PHILIP KEAR, PETITIONER
v.
COMMONWEALTH OF PENNSYLVANIA, UNEMPLOYMENT COMPENSATION BOARD OF REVIEW, RESPONDENT



Appeal from the Order of the Unemployment Compensation Board of Review in case of In Re: Claim of Philip Kear, No. B-137370.

COUNSEL

Alan Kear, for appellant.

Daniel R. Schuckers, Assistant Attorney General, with him Bernadette A. Duncan, Assistant Attorney General, Sydney Reuben, Assistant Attorney General, and Robert P. Kane, Attorney General, for appellee.

Judges Crumlish, Jr., Wilkinson, Jr. and Mencer, sitting as a panel of three. President Judge Bowman and Judges Crumlish, Jr., Mencer, Rogers, Blatt, DiSalle and Craig. Judges Wilkinson, Jr. and MacPhail did not participate. Opinion by Judge DiSalle. Dissenting Opinion by Judge Crumlish, Jr. Judge Craig joins in this dissent.

Author: Disalle

[ 40 Pa. Commw. Page 347]

This is an appeal by Philip Kear (Claimant) from an order of the Unemployment Compensation Board of Review (Board) disallowing his appeal from a referee's denial of benefits. The case was originally heard by a three-judge panel and was subsequently reargued before the Court en Banc.

For purposes of this appeal, Claimant last worked on December 31, 1971. The following month, he went to the local office of the Bureau of Employment Security (Bureau) to apply for benefits. Although he was in fact eligible, a Bureau employee told him he was not, and refused to allow him to fill out an application

Claimant learned of the mistake in May of 1976, and immediately requested the benefits he should have received in January, 1972. The referee found that although the Bureau erroneously refused to accept the application, Regulation 65.41(c)(5)*fn1 prohibits the predating

[ 40 Pa. Commw. Page 348]

    of a claim for benefits more than 52 weeks after the refusal of a local office to accept an application -- where such refusal results from error or mistake -- and this rendered Claimant ineligible. The Board affirmed.

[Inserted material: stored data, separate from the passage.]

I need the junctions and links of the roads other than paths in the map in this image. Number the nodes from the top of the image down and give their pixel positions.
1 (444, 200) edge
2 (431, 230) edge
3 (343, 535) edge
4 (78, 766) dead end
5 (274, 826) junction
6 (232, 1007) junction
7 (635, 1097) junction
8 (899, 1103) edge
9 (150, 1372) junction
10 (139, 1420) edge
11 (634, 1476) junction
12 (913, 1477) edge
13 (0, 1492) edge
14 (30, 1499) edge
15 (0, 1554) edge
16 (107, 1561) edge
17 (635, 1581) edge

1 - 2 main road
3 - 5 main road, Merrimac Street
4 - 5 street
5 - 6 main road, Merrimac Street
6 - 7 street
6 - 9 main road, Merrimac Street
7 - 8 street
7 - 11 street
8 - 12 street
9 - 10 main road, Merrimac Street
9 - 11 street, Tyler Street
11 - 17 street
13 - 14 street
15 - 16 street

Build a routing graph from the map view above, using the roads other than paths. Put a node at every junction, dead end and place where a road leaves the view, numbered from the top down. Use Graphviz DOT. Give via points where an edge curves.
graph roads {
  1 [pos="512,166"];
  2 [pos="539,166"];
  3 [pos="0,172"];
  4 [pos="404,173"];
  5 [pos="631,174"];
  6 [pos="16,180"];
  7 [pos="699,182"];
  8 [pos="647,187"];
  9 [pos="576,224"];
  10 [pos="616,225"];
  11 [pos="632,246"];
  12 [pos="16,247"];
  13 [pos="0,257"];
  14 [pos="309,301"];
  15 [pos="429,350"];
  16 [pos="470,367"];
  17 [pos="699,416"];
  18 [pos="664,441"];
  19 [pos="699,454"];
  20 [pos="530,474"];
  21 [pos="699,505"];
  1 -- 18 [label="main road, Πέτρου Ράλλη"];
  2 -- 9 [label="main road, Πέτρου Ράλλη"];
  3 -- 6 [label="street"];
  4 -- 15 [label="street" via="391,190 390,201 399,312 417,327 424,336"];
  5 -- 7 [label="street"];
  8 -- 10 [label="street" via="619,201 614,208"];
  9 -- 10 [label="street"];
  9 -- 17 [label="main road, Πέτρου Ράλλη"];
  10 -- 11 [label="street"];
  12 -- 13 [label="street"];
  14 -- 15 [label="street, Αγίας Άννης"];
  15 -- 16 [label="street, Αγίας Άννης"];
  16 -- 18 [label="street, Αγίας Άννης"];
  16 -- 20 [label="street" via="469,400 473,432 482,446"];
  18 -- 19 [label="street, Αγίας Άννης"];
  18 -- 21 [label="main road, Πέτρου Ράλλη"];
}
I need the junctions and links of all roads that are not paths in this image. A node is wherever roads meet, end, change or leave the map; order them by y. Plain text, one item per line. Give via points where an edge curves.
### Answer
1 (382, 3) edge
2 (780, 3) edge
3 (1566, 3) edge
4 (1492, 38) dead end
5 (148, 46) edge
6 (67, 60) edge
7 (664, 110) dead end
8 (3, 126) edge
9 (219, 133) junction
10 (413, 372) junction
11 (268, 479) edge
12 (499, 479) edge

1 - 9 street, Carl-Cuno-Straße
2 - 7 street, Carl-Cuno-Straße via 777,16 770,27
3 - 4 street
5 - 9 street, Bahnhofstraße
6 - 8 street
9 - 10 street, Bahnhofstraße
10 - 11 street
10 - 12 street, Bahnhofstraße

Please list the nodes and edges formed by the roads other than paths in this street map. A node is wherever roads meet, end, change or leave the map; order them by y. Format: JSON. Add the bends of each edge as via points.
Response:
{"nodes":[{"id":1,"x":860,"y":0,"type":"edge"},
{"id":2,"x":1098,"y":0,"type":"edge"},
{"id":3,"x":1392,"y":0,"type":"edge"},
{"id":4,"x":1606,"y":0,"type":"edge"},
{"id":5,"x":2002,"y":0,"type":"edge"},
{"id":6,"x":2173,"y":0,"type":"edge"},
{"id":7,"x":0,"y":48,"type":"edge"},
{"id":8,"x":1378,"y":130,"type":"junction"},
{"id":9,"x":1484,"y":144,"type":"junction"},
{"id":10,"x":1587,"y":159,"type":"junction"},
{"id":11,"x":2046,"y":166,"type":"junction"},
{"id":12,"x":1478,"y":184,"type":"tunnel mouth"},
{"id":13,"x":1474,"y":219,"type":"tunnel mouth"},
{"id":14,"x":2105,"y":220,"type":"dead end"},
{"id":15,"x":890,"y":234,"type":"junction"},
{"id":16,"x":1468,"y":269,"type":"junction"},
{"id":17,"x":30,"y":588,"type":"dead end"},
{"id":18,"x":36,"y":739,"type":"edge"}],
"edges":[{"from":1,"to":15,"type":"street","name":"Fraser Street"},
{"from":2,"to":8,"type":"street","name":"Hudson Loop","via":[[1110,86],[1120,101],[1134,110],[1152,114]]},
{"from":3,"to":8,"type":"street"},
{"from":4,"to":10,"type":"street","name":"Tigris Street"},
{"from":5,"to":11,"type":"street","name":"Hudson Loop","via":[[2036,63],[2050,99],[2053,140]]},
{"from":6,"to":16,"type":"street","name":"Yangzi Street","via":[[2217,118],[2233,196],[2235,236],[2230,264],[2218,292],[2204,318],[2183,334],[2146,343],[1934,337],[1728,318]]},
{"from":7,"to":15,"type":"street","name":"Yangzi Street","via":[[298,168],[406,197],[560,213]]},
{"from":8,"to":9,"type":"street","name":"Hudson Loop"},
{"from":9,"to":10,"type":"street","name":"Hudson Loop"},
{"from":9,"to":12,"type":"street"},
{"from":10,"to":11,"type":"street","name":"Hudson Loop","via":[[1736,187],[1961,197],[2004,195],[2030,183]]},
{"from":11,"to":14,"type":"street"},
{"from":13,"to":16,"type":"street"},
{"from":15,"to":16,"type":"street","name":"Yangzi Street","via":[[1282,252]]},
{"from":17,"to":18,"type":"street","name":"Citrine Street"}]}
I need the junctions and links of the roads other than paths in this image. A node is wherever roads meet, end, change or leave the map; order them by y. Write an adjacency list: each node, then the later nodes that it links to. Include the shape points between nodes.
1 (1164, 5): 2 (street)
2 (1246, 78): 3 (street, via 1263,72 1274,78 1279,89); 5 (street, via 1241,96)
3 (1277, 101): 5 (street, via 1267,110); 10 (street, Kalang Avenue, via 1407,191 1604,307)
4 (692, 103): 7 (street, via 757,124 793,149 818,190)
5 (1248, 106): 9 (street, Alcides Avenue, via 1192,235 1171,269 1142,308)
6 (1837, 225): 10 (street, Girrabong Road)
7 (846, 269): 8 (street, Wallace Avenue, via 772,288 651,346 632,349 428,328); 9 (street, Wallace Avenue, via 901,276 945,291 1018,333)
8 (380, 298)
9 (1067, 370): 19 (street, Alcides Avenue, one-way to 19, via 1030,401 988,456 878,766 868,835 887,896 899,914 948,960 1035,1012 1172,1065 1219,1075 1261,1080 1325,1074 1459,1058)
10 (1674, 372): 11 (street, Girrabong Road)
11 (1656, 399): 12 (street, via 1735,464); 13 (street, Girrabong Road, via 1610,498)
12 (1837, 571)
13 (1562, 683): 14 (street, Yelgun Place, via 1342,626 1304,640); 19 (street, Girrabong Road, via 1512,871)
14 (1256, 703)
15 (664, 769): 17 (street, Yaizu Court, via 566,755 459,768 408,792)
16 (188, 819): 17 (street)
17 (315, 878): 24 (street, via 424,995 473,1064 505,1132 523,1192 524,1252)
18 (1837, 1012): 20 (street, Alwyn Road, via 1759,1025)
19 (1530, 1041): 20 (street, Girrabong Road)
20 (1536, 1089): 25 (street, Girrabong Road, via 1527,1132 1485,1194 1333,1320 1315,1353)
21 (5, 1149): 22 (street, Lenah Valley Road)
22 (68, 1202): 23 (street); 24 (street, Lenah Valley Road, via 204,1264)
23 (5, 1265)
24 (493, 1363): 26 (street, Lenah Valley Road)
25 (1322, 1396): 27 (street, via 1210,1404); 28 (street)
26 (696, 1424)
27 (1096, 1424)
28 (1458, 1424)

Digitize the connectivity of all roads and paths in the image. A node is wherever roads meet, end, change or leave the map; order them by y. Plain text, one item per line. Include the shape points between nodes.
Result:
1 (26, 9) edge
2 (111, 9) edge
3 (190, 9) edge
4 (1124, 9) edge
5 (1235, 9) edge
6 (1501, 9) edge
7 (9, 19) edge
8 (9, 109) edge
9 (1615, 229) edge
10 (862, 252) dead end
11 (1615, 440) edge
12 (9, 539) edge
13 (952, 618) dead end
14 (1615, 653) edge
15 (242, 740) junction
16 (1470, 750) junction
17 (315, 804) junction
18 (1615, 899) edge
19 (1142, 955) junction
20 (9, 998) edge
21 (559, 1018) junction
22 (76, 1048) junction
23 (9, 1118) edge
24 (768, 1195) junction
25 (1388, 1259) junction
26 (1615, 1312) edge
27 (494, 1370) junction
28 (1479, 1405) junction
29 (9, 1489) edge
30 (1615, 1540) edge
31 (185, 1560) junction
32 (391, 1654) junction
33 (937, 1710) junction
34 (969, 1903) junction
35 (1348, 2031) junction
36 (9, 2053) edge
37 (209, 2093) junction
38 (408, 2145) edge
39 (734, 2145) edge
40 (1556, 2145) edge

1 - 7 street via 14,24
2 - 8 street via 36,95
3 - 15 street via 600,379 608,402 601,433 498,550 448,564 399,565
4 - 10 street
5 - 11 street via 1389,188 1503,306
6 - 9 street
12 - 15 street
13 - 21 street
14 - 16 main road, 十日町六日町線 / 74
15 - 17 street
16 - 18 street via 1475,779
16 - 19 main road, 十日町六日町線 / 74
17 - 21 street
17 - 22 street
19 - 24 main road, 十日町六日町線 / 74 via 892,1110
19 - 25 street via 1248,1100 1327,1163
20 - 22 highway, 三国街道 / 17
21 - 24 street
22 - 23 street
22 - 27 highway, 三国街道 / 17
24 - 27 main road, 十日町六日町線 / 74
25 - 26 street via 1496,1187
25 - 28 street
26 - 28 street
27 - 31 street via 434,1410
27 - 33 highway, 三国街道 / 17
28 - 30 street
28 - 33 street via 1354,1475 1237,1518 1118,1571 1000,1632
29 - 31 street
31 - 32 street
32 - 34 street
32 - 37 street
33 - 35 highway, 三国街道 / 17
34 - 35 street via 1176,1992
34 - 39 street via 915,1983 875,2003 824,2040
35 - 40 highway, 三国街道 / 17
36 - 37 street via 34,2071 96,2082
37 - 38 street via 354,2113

We agree with Claimant that the 52 week rule would not bar recovery if the Bureau's action amounted to something more than mere error or mistake: that is, gross negligence or wilful and wanton misrepresentation amounting to fraud. Here, however, there is nothing in the record to indicate that the Bureau employee's misconduct was anything other than the giving of wrong advice. Given the complexity of the issue of Claimant's eligibility in 1972,*fn2 and given the fact that Claimant, after being denied an application, simply "assumed" he was ineligible and made no further demand for one, we cannot agree that the employee committed anything other than an error.

We must also disagree with Claimant's characterization of his 1976 application for benefits as merely a request to have his 1972 claim honored, as opposed to an attempt to predate his claim. The fact of the matter ...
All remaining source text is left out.